Like many informal labor positions, Black women used what they had to get what they wanted by establishing whatever agency they could in an oppressive structure. The choice to explore the sexual economy and other forms of informal labor also radically disrupts and challenges the limits of conventional and acceptable behavior that society expects of Black women due to uplift/respectability politics.

But regardless of whether jobs were formal or informal, options for Black women were limited.  Although many today agree that traditional sexual ethics are outdated, sex work has always been highly frowned upon. Still, white women who do sex work get more opportunities and privileges such as higher pay, more respect, and protection from the law and violence than Black women do. As reflected in media, such as popular films like Pretty Woman, this racial hierarchy ties back to the slavery institute and the idea that Black people do not own their bodies or sexuality and that whiteness is more valuable than blackness. Black cis & trans women continue to face higher levels of criminalization and violence.

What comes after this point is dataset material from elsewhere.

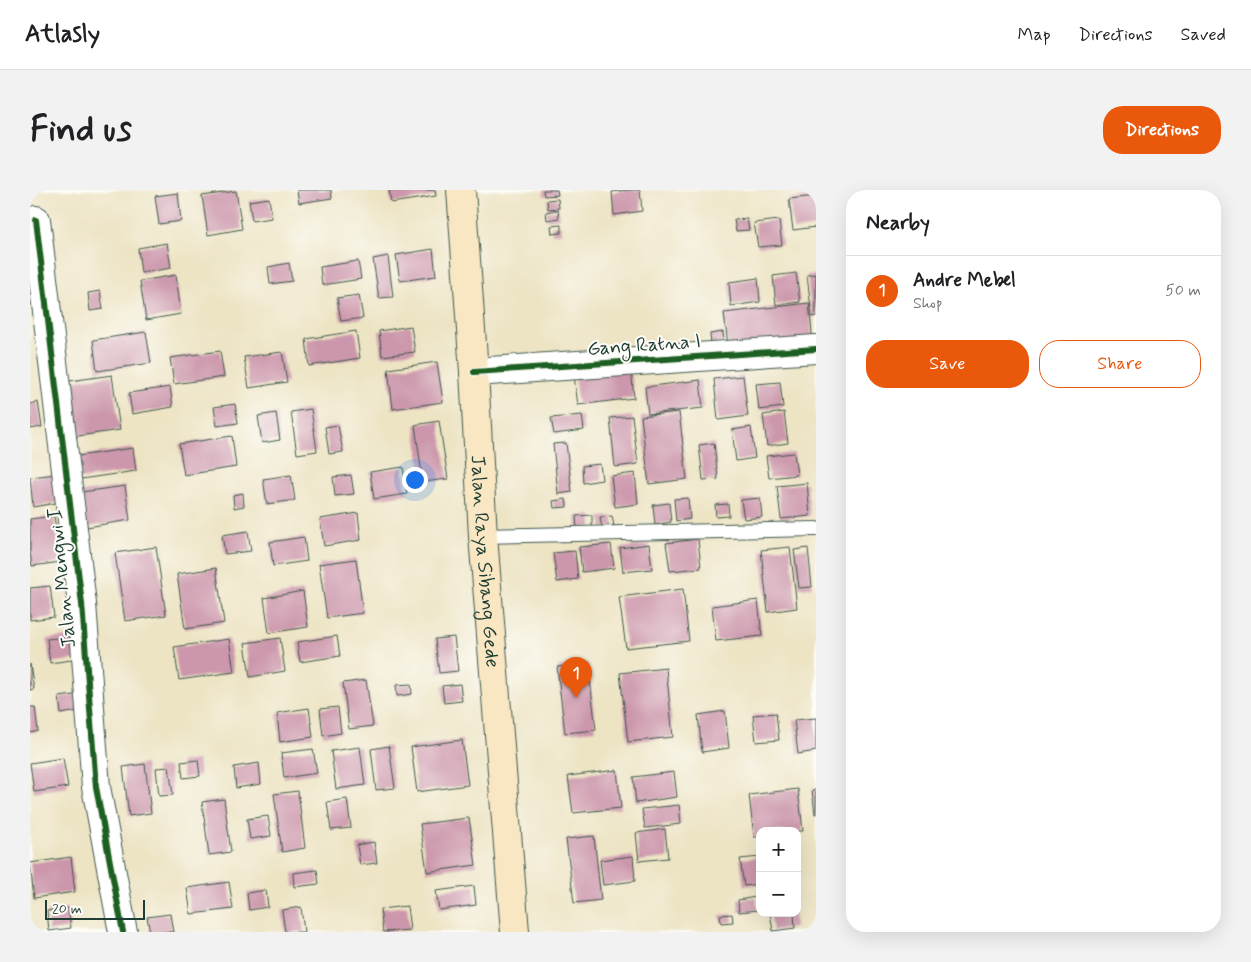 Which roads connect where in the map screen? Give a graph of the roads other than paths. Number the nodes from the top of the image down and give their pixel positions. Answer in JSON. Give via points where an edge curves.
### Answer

My experience wasn't singular but, as Saidiya Hartman calls it, an "autobiographical example" of a collective history. What started as a personal story became a window onto social and historical processes. My project, which asserts under no uncertain terms that sex work is work, spends time conversing with Black women on the sex work spectrum using self-determined terms to describe their respective occupations, ranging from webcam girl to prostitute. Black sex workers exist at the intersection of multiple prejudices— a nexus of discrimination that portrays them as dirty, debased, and dangerous, which figures them as supposedly dragging down Black women (who are not sex workers) and sex workers (who are not Black). We discuss their experiences in the trade, both positive and negative,  and how they’ve had to navigate their worlds and defend their choices. Through the eyes of Black female-identifying sex workers, activists, and historians, Being Jezebel explores the challenges and triumphs of Black sex workers in the face of the deep-rooted racism and stigma shaped by American history and legislation.